ECLAC Predicts Slowdown In Regional Growth In 2022

(CMC) – The United Nations’ Economic Commission for Latin America and the Caribbean (ECLAC) says the region will record a decline in economic growth this year, down from the 6.2 per cent on average last year.

ECLAC is predicting that the region will record growth of 2.1 per cent this year and according to its annual report titled “Preliminary Overview of the Economies of Latin America and the Caribbean 2021”, this slowdown takes place “in a context of significant asymmetries between developed, emerging and developing countries, with regard to the capacity to implement fiscal, social, monetary, and health and vaccination policies for a sustainable recovery from the crisis unleashed by the COVID-19 pandemic.”

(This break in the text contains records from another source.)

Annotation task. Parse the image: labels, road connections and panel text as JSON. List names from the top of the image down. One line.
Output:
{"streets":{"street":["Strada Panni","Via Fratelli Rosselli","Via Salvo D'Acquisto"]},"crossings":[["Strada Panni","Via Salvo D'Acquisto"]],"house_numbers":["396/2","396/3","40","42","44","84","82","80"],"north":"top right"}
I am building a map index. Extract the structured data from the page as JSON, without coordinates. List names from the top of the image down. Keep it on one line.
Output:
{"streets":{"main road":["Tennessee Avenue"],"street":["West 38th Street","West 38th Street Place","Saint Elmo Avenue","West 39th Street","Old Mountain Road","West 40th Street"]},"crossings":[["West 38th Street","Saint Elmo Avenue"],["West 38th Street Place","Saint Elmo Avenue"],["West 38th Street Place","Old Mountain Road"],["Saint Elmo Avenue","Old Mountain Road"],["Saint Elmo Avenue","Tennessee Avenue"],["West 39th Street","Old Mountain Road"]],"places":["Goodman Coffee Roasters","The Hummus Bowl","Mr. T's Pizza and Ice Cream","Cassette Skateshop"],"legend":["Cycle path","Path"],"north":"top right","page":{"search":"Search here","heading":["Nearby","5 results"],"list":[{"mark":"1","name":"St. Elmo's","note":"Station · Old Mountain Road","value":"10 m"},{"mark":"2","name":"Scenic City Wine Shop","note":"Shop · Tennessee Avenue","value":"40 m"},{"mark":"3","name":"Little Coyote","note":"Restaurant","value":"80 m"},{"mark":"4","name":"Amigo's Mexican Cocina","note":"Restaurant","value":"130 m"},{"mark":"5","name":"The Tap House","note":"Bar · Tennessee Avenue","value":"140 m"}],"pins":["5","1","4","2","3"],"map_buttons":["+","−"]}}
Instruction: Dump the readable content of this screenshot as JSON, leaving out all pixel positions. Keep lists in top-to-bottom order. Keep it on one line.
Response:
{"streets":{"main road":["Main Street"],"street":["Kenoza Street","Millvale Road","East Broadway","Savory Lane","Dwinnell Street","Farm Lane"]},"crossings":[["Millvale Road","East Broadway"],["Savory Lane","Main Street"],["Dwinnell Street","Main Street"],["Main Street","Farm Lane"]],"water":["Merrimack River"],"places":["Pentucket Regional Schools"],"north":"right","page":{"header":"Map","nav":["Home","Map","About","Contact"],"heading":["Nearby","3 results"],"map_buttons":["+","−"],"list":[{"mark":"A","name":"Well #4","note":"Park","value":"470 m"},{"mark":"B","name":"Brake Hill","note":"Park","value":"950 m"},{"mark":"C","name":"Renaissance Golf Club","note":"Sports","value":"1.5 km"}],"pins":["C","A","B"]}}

The report indicates that the region is facing “a very complex 2022: uncertainty regarding the pandemic’s ongoing evolution, a sharp deceleration in growth, continued low investment and productivity and a slow recovery in employment, the persistence of the social effects prompted by the crisis, reduced fiscal space, increased inflationary pressures and financial imbalances.

ECLAC’s Executive Secretary Alicia Bárcena said the expected slowdown in the region in 2022, combined with the problems of low investment and productivity, poverty and inequality, calls for growth and employment creation to be central elements of public policy making while at the same time addressing inflationary pressures.

According to ECLAC, the 2.1 per cent average growth foreseen for this year “reflects great heterogeneity” among countries and subregions.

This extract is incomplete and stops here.